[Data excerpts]
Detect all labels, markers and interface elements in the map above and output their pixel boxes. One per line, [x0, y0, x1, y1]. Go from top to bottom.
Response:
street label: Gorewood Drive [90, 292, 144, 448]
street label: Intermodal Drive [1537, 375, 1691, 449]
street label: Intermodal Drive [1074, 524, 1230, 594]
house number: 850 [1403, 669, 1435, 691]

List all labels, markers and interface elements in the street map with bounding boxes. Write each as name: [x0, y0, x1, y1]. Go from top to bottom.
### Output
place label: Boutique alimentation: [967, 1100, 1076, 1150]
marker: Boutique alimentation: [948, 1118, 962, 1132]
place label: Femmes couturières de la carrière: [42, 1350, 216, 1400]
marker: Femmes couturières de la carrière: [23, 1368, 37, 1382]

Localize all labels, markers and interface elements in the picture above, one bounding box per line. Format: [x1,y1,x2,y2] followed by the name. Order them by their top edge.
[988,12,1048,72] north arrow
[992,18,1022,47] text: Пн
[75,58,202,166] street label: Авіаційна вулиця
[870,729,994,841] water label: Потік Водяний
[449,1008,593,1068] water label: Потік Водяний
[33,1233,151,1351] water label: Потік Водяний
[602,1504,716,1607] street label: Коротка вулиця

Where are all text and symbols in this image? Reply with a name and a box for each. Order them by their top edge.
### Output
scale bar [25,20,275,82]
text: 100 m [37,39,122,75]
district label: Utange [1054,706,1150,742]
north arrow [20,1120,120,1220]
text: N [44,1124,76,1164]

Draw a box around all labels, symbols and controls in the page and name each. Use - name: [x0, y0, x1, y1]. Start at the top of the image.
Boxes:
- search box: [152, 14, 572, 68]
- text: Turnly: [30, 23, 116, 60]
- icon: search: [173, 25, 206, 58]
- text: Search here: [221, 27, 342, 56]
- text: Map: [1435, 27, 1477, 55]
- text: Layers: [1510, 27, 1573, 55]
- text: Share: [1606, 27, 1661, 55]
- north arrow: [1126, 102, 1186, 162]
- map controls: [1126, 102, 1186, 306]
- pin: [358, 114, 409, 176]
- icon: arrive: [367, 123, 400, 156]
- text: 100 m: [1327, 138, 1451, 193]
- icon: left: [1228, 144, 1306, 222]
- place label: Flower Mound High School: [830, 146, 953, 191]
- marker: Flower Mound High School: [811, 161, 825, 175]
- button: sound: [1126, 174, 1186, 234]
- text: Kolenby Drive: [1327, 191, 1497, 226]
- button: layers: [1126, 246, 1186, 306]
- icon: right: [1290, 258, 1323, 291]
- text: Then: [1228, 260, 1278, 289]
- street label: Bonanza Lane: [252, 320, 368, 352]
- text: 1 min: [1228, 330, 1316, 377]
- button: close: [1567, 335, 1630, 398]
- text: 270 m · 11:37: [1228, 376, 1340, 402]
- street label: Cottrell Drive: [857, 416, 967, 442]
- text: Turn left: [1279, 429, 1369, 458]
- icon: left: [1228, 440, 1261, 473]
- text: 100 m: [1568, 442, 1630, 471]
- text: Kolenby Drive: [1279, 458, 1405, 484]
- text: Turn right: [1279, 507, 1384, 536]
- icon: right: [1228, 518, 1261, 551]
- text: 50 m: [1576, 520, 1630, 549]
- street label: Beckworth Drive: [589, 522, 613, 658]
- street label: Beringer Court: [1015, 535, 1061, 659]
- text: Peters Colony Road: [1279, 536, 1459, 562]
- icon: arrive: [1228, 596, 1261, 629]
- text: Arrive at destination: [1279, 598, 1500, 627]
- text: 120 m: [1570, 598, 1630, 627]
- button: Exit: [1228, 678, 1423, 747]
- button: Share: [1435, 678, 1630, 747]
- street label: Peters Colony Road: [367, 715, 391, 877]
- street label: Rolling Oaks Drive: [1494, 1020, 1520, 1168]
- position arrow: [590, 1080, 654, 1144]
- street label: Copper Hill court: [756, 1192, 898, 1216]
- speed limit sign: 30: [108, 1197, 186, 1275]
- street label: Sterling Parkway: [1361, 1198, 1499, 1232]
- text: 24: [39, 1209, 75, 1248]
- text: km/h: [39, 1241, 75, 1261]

* _Required work_: Report only the number of lines above that contain "with".

* _Answer box_: 2